=== DATA FOR THIS TASK ===
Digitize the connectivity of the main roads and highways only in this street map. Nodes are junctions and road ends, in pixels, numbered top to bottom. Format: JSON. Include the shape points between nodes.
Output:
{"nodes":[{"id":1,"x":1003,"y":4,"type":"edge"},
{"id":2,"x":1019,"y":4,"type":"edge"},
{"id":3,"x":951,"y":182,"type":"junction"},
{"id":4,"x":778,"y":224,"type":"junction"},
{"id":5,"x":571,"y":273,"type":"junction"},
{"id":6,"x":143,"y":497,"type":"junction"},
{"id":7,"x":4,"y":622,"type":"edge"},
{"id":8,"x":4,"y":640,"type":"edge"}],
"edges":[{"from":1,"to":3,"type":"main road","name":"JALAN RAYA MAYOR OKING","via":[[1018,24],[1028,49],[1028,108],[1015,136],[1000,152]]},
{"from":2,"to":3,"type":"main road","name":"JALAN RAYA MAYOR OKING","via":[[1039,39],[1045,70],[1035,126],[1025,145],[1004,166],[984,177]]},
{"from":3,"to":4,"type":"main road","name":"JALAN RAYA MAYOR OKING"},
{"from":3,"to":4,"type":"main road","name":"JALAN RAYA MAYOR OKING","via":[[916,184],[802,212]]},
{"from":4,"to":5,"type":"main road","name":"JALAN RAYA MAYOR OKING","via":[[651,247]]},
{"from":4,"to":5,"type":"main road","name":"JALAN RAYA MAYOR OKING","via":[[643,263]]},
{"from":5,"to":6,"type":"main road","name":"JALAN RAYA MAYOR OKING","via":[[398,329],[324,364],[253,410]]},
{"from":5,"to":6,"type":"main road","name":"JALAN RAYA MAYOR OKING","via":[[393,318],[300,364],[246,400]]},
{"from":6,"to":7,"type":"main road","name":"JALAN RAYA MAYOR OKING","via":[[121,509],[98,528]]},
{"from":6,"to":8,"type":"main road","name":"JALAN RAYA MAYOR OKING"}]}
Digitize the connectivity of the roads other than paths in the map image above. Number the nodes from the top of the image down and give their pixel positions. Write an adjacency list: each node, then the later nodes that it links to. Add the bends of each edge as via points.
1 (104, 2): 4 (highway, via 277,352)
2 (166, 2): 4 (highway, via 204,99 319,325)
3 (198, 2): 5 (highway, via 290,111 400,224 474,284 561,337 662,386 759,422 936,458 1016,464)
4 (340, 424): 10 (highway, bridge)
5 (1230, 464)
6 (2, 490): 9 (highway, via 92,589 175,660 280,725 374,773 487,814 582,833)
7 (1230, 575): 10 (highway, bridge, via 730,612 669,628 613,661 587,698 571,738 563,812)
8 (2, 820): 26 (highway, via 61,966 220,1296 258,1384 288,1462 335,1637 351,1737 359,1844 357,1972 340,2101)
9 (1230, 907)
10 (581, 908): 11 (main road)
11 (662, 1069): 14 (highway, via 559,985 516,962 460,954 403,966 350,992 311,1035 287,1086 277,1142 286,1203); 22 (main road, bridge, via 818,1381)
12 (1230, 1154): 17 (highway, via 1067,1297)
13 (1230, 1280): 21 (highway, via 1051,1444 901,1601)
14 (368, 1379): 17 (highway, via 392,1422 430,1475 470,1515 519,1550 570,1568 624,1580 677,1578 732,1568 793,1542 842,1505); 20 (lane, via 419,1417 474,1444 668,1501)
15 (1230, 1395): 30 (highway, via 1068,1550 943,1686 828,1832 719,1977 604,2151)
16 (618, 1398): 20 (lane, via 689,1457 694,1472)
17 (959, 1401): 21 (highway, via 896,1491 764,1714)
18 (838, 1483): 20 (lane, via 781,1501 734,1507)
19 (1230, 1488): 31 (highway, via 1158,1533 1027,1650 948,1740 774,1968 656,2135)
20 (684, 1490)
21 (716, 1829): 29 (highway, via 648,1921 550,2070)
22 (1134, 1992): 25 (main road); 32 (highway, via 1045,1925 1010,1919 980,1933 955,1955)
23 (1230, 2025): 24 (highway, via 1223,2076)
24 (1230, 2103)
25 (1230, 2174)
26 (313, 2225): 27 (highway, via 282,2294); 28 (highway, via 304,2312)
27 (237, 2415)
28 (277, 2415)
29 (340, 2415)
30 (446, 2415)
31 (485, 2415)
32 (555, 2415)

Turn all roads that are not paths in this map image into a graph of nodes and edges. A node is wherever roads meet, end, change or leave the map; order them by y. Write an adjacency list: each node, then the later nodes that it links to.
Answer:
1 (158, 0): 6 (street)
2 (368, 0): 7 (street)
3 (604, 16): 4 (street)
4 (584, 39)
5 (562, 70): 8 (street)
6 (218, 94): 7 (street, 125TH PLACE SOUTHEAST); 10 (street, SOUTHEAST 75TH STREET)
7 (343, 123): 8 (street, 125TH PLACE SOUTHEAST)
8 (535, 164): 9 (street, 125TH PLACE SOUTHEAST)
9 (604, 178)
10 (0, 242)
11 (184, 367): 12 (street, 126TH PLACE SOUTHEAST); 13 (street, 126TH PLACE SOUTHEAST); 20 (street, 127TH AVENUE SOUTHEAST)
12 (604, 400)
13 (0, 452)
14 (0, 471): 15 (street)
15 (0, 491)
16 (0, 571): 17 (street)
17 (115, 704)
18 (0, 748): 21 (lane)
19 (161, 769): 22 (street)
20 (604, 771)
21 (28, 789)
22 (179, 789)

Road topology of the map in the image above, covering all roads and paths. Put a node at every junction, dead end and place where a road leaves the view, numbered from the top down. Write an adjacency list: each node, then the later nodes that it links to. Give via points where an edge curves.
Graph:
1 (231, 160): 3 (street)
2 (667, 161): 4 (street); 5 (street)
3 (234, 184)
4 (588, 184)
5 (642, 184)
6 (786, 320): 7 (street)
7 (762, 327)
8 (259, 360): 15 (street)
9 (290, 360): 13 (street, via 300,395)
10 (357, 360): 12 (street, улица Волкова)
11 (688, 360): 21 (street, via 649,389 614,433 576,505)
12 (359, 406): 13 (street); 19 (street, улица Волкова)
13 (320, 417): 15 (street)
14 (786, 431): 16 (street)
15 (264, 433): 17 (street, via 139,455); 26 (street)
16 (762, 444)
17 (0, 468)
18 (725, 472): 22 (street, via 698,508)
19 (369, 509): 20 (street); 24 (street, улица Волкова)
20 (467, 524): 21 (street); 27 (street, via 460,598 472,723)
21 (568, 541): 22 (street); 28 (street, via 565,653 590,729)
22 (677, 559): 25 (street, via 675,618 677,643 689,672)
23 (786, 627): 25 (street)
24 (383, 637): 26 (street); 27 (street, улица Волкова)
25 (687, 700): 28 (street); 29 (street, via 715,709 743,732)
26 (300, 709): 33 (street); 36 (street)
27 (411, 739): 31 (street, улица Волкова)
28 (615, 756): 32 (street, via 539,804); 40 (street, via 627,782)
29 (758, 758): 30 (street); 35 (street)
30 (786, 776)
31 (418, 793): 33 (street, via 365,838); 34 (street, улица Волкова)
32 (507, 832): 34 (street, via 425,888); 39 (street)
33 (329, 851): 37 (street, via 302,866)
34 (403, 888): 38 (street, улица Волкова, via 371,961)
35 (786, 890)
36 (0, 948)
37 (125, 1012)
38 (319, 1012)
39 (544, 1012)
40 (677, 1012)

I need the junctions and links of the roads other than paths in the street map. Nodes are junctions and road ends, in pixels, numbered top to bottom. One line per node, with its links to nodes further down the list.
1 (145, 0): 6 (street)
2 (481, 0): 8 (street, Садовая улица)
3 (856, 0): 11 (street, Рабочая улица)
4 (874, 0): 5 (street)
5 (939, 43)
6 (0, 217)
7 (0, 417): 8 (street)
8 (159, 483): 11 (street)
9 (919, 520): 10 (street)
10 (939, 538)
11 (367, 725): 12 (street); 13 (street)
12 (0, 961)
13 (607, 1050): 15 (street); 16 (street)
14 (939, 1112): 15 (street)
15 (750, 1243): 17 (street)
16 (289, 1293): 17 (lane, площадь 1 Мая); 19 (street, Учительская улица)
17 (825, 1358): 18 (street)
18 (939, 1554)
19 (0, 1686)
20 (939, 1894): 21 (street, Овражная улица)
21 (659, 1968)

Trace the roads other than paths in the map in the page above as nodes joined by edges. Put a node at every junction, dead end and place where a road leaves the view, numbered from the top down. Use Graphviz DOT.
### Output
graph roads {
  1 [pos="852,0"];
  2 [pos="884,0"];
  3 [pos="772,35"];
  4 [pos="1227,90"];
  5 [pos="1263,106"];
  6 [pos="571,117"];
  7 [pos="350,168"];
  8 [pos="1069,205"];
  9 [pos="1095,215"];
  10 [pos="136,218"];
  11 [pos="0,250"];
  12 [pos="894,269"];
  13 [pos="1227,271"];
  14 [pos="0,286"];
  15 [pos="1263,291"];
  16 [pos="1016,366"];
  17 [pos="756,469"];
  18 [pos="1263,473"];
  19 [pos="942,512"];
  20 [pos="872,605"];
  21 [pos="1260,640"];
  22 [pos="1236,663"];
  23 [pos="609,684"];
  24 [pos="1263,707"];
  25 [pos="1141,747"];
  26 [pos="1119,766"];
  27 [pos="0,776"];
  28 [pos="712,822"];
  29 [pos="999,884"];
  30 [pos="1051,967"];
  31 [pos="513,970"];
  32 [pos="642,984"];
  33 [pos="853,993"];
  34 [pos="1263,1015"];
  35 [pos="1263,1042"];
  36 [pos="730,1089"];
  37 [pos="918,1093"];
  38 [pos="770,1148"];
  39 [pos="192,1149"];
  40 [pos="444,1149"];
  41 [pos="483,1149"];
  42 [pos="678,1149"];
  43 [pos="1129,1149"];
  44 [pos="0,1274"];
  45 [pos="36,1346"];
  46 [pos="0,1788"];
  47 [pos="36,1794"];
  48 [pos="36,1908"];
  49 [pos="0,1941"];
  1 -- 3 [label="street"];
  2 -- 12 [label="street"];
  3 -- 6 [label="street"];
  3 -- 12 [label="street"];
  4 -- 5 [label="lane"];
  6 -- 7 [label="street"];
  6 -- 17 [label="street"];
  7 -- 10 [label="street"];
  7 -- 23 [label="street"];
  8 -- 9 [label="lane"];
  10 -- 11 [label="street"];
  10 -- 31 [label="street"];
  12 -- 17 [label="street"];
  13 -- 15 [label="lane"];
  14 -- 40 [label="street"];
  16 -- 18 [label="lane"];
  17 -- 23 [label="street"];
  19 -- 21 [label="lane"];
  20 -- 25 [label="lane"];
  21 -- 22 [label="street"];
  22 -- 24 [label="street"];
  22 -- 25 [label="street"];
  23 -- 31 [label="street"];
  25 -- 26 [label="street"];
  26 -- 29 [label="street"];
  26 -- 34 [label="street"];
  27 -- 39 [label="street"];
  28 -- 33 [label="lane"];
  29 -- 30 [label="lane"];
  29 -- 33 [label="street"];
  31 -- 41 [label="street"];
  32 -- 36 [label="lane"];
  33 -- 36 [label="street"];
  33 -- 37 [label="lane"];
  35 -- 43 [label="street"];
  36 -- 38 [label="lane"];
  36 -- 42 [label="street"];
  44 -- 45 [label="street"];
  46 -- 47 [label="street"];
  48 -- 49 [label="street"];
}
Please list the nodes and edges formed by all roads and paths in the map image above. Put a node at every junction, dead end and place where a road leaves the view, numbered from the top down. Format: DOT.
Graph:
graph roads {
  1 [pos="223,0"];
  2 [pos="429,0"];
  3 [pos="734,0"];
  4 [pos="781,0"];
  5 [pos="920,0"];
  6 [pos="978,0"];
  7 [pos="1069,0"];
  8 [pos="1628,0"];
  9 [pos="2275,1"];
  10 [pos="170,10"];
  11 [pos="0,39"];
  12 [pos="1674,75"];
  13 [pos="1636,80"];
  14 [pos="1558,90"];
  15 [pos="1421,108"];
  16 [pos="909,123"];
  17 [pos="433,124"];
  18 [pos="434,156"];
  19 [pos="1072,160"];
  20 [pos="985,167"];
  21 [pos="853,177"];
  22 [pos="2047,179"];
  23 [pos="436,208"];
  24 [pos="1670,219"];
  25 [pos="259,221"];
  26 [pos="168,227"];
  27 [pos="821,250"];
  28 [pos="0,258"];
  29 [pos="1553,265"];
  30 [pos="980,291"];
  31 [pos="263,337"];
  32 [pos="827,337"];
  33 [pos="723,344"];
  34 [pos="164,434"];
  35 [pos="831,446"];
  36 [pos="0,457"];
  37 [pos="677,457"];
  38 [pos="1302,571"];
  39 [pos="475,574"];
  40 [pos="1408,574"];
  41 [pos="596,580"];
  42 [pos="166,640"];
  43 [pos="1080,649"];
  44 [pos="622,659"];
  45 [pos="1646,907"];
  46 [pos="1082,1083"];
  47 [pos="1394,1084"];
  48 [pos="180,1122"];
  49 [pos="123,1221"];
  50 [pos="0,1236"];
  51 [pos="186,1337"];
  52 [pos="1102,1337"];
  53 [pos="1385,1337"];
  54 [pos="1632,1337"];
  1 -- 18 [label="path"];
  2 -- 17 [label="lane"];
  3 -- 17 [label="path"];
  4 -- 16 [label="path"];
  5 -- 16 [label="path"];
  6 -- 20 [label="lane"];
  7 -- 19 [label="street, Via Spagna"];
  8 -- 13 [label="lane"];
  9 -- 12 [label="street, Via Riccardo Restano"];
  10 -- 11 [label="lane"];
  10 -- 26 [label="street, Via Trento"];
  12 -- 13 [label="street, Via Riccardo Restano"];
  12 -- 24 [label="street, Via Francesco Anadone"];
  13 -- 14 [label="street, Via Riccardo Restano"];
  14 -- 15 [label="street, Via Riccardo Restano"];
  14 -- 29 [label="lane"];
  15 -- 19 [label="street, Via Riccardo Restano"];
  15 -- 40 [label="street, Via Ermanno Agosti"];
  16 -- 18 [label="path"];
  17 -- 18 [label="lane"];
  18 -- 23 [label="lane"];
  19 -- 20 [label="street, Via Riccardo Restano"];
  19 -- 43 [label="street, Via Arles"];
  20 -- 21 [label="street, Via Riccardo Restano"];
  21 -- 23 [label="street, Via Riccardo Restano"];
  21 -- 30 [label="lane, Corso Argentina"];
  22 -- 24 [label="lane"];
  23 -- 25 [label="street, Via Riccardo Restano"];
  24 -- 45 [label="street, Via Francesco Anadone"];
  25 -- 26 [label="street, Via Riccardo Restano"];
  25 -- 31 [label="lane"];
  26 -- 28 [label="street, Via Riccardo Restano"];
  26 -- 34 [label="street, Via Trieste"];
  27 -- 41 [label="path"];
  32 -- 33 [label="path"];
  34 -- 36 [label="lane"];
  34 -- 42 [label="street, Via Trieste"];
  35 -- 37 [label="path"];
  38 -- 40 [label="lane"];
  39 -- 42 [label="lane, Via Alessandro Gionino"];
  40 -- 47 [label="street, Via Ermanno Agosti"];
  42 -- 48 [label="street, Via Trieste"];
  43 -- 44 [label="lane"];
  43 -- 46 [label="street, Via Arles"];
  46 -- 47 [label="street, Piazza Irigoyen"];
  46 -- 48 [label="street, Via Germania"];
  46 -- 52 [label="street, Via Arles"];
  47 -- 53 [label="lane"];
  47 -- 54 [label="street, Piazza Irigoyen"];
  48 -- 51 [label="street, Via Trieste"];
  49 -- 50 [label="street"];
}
===
**TASK GOAL**
Starting at the line that has "Turn all roads" in the records above, restate word for word every line until the one that has "Road topology of", and include that one as well.

**OUTPUT FOR THIS EXERCISE**
Turn all roads that are not paths in this map image into a graph of nodes and edges. A node is wherever roads meet, end, change or leave the map; order them by y. Write an adjacency list: each node, then the later nodes that it links to.
Answer:
1 (158, 0): 6 (street)
2 (368, 0): 7 (street)
3 (604, 16): 4 (street)
4 (584, 39)
5 (562, 70): 8 (street)
6 (218, 94): 7 (street, 125TH PLACE SOUTHEAST); 10 (street, SOUTHEAST 75TH STREET)
7 (343, 123): 8 (street, 125TH PLACE SOUTHEAST)
8 (535, 164): 9 (street, 125TH PLACE SOUTHEAST)
9 (604, 178)
10 (0, 242)
11 (184, 367): 12 (street, 126TH PLACE SOUTHEAST); 13 (street, 126TH PLACE SOUTHEAST); 20 (street, 127TH AVENUE SOUTHEAST)
12 (604, 400)
13 (0, 452)
14 (0, 471): 15 (street)
15 (0, 491)
16 (0, 571): 17 (street)
17 (115, 704)
18 (0, 748): 21 (lane)
19 (161, 769): 22 (street)
20 (604, 771)
21 (28, 789)
22 (179, 789)

Road topology of the map in the image above, covering all roads and paths. Put a node at every junction, dead end and place where a road leaves the view, numbered from the top down. Write an adjacency list: each node, then the later nodes that it links to. Give via points where an edge curves.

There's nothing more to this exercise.